What you are asked to do —
Give the number of lines in the data below that contain "Orita", with no other words.

Data extracted from a collection:
★ ★ ★

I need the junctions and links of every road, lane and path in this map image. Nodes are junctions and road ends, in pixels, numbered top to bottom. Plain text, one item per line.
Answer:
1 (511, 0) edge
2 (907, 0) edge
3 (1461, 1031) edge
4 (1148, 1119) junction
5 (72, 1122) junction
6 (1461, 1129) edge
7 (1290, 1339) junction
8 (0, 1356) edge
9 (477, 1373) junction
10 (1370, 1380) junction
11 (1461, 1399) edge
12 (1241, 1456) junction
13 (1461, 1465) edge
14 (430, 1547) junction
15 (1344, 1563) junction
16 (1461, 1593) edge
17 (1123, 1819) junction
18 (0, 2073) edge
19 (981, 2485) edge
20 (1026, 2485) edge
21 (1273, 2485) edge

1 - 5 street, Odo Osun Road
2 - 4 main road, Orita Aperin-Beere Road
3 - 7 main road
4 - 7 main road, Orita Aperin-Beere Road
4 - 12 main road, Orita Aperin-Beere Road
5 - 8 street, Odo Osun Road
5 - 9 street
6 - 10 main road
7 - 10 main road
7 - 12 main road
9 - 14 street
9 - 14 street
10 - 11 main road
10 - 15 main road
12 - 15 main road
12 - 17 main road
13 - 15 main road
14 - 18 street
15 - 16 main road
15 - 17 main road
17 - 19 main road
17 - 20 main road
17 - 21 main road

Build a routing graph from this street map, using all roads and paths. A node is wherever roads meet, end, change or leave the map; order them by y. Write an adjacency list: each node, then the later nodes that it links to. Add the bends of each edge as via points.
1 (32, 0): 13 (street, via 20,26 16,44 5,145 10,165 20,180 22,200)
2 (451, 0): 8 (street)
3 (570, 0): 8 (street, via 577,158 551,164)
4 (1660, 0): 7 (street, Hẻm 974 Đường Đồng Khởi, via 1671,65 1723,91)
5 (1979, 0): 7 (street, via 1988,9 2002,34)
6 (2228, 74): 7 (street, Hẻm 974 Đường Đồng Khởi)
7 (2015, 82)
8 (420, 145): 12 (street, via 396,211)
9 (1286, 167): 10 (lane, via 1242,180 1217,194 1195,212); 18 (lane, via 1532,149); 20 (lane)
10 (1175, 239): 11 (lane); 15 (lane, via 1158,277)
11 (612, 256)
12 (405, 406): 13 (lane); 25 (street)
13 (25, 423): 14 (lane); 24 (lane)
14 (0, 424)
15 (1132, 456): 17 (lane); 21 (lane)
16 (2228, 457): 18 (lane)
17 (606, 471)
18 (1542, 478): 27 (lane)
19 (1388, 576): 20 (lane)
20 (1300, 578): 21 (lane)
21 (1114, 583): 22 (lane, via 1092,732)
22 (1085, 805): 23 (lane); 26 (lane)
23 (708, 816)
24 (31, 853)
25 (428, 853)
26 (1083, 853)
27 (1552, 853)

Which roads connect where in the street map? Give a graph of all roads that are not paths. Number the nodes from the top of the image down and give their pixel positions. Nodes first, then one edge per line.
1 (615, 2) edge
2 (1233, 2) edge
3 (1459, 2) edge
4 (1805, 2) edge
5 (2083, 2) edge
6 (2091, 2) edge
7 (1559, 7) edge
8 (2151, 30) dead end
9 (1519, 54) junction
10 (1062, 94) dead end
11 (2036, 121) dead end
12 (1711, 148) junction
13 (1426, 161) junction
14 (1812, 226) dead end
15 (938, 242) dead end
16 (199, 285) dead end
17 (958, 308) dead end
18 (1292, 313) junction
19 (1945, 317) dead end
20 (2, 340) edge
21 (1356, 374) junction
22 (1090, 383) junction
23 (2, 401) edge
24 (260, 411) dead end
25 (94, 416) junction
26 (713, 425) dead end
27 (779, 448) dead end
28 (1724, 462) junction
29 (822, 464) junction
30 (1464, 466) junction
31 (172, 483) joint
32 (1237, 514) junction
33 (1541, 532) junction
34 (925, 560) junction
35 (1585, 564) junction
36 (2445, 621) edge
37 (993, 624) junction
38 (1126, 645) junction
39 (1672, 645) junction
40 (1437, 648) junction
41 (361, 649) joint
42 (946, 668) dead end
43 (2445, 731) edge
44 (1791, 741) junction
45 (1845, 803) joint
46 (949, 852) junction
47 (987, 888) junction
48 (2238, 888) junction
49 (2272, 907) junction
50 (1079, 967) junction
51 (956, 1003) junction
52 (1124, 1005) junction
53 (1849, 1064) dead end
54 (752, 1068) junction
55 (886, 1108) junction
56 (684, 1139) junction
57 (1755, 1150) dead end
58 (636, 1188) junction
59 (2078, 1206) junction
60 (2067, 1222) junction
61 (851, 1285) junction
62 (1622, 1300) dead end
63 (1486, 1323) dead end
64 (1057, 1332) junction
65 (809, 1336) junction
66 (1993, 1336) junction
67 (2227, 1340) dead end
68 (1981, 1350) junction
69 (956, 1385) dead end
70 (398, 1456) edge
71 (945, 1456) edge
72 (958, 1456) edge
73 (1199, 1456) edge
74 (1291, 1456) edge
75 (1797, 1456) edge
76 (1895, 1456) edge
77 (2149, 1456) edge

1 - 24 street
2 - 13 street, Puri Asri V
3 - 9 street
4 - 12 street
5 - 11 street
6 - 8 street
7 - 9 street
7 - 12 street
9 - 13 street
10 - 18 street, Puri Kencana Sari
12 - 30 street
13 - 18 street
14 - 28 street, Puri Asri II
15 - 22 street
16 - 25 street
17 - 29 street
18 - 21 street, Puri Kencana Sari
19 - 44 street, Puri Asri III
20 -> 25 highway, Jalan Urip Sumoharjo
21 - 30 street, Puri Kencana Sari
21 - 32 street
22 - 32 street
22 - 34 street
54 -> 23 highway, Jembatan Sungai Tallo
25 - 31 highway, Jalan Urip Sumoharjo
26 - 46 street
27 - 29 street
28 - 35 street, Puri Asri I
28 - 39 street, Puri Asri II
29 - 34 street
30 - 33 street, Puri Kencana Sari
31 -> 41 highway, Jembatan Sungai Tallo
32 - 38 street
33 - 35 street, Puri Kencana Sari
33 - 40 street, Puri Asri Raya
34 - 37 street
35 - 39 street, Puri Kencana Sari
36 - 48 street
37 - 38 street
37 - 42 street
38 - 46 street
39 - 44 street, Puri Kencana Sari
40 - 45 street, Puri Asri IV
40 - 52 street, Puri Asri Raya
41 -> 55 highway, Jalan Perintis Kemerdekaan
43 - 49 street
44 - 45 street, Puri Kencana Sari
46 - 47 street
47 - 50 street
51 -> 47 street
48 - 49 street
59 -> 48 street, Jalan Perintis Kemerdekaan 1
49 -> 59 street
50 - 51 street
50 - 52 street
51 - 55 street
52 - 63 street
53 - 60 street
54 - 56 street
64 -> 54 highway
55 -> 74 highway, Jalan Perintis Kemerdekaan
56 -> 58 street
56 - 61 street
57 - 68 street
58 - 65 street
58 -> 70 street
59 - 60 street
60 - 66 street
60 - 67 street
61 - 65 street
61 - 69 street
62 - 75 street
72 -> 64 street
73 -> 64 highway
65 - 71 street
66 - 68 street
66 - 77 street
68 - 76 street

★ ★ ★

Solution for this task —
3